McCarthy outlined other parts of the park in need of attention, including the Orange Trail that runs behind Valley Green Inn and other parts of the grounds around the Inn, including its parking lot.

McCarthy said the Orange Trail had become “a disaster.”

“We thought about redoing the whole trail, but when we talked to the trail professionals, we were advised to keep close to where the original trail is historically,” she said. “It’s not that easy to move a trail and it’s expensive and not environmentally sound, so we will be investing in these old trails.”

The Sustainable Trails Initiative, started in 2006, will become a continuing core project. While more than $7 million has been spent, FOW will continue to work with the Pennsylvania Department of Conservation and Natural Resources, and other agencies, to look for additional funding.

Touching on the Valley Green Inn Landscape Master Plan, McCarthy noted a host of needs surrounding the historic structure and grounds.

“In partnership with the Inn, we are trying to mitigate issues regarding parking and pedestrian traffic,” she said. “This is a very tall order, as the area is in a floodplain with historic bridges, retaining walls and a frequently flooded roadway. We will also be developing a plan to allow visitors to walk safely from the upper parking lot to Forbidden Drive.”

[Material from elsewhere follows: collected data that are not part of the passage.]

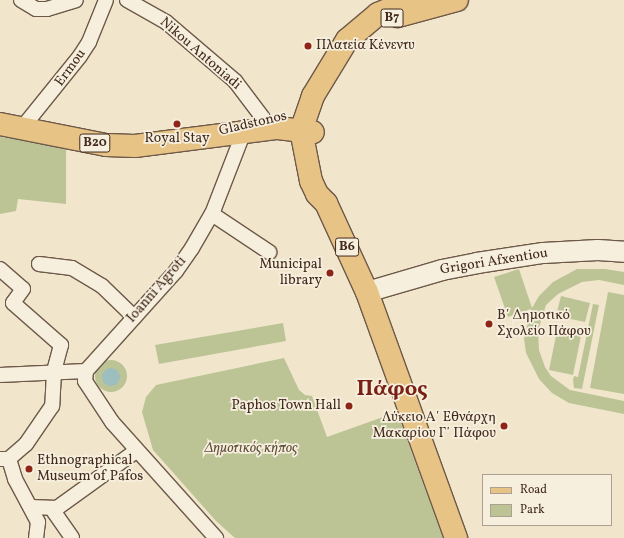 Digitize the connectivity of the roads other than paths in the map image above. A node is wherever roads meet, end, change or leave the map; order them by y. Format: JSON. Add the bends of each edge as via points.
{"nodes":[{"id":1,"x":21,"y":0,"type":"edge"},
{"id":2,"x":76,"y":0,"type":"edge"},
{"id":3,"x":106,"y":0,"type":"edge"},
{"id":4,"x":127,"y":0,"type":"edge"},
{"id":5,"x":412,"y":0,"type":"edge"},
{"id":6,"x":457,"y":0,"type":"edge"},
{"id":7,"x":389,"y":4,"type":"edge"},
{"id":8,"x":263,"y":118,"type":"junction"},
{"id":9,"x":308,"y":123,"type":"junction"},
{"id":10,"x":0,"y":124,"type":"edge"},
{"id":11,"x":22,"y":128,"type":"junction"},
{"id":12,"x":243,"y":134,"type":"junction"},
{"id":13,"x":191,"y":139,"type":"junction"},
{"id":14,"x":212,"y":214,"type":"junction"},
{"id":15,"x":269,"y":252,"type":"dead end"},
{"id":16,"x":624,"y":252,"type":"edge"},
{"id":17,"x":38,"y":264,"type":"dead end"},
{"id":18,"x":0,"y":269,"type":"edge"},
{"id":19,"x":367,"y":292,"type":"junction"},
{"id":20,"x":134,"y":317,"type":"junction"},
{"id":21,"x":86,"y":371,"type":"junction"},
{"id":22,"x":54,"y":372,"type":"junction"},
{"id":23,"x":0,"y":375,"type":"edge"},
{"id":24,"x":136,"y":451,"type":"junction"},
{"id":25,"x":5,"y":459,"type":"edge"},
{"id":26,"x":31,"y":507,"type":"junction"},
{"id":27,"x":52,"y":509,"type":"junction"},
{"id":28,"x":36,"y":538,"type":"edge"},
{"id":29,"x":72,"y":538,"type":"edge"},
{"id":30,"x":216,"y":538,"type":"edge"},
{"id":31,"x":456,"y":538,"type":"edge"}],
"edges":[{"from":1,"to":2,"type":"street","via":[[36,9],[47,9]]},
{"from":3,"to":11,"type":"street","name":"Ermou","via":[[89,42],[80,56]]},
{"from":4,"to":8,"type":"street","name":"Nikou Antoniadi","via":[[166,22],[235,81]]},
{"from":5,"to":7,"type":"main road","number":"B7"},
{"from":6,"to":9,"type":"main road","number":"B7","via":[[412,11],[373,30],[347,59]]},
{"from":7,"to":9,"type":"main road","number":"B7","via":[[361,25],[347,40],[323,77]]},
{"from":8,"to":9,"type":"main road","name":"Gladstonos","number":"B20"},
{"from":8,"to":13,"type":"main road","name":"Gladstonos","number":"B20"},
{"from":9,"to":12,"type":"main road","name":"Gladstonos","number":"B20"},
{"from":9,"to":19,"type":"main road","number":"B6","via":[[326,203]]},
{"from":10,"to":11,"type":"main road","name":"Gladstonos","number":"B20"},
{"from":11,"to":13,"type":"main road","name":"Gladstonos","number":"B20","via":[[106,145],[136,146]]},
{"from":12,"to":13,"type":"main road","name":"Gladstonos","number":"B20"},
{"from":12,"to":14,"type":"street","name":"Ioanni Agroti"},
{"from":14,"to":15,"type":"street"},
{"from":14,"to":20,"type":"street","name":"Ioanni Agroti","via":[[176,271]]},
{"from":16,"to":19,"type":"street","name":"Grigori Afxentiou","via":[[598,250],[543,253],[477,263],[442,270]]},
{"from":17,"to":20,"type":"street","via":[[72,268],[102,286]]},
{"from":18,"to":22,"type":"street","via":[[23,289],[13,303],[61,345]]},
{"from":19,"to":31,"type":"main road","number":"B6"},
{"from":20,"to":21,"type":"street","name":"Ioanni Agroti"},
{"from":21,"to":22,"type":"street"},
{"from":21,"to":24,"type":"street","via":[[85,381],[97,402]]},
{"from":22,"to":23,"type":"street"},
{"from":22,"to":25,"type":"street","via":[[52,406],[26,444]]},
{"from":24,"to":27,"type":"street","via":[[57,508]]},
{"from":24,"to":30,"type":"street"},
{"from":25,"to":26,"type":"street"},
{"from":26,"to":27,"type":"street"},
{"from":26,"to":28,"type":"street","via":[[39,524]]},
{"from":27,"to":29,"type":"street"}]}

A boardwalk that allowed pedestrians to walk to the park from the lot above collapsed several years ago due to erosion on the nearby slope.

Water snakes

After the presentation, attendees perked up during a Q&A session with Craig Johnson of Interpret Green, who talked about efforts to protect mating water snakes in the park.

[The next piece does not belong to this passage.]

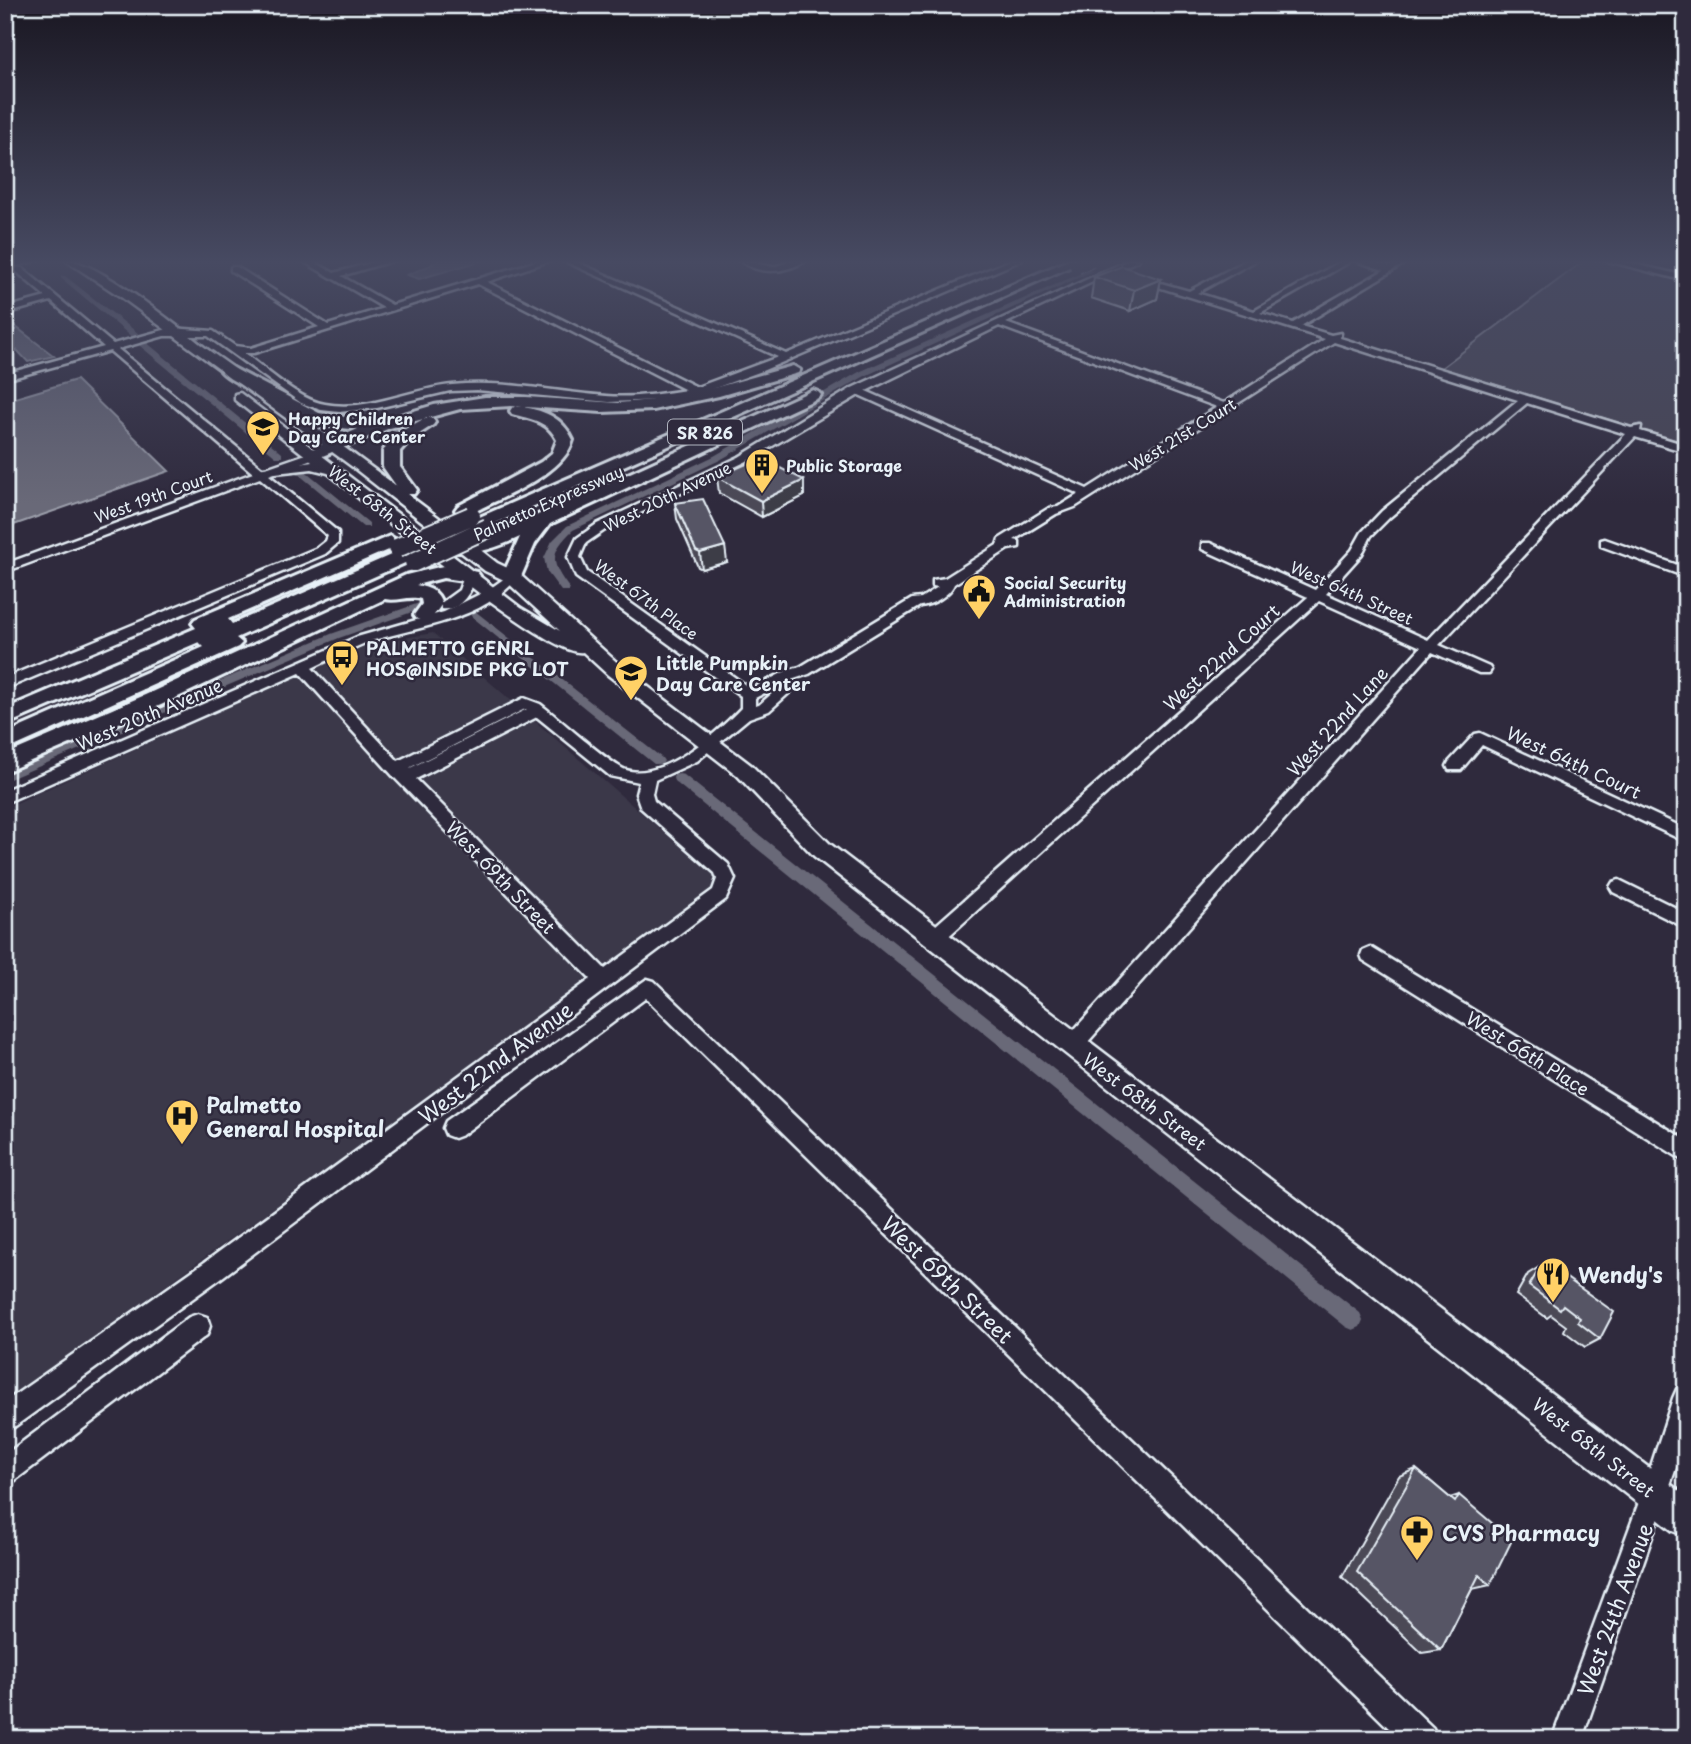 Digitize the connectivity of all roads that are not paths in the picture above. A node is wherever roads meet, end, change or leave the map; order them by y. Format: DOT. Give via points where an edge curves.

Johnson and his partner Carol Adams, who live in the historic Glen Fern home near the Livezy Dam, worked with FOW to create and install signs to help visitors identify the snakes and to ask them to stay out of the water, where the northern water snakes mate.

The couple said visitors to the area sometimes incorrectly identify the 4-to-5-foot female snakes as venomous, and harass or harm them.

“The female is surrounded by multiple males in these mating balls or coils,” Johnson said. “It’s fascinating to watch from a distance, but we can’t have people texting each other to go down to the dam to have parties and get too close to them. We put the signs up this past spring so visitors can be respectful and know that this species is not poisonous and needs to be preserved.”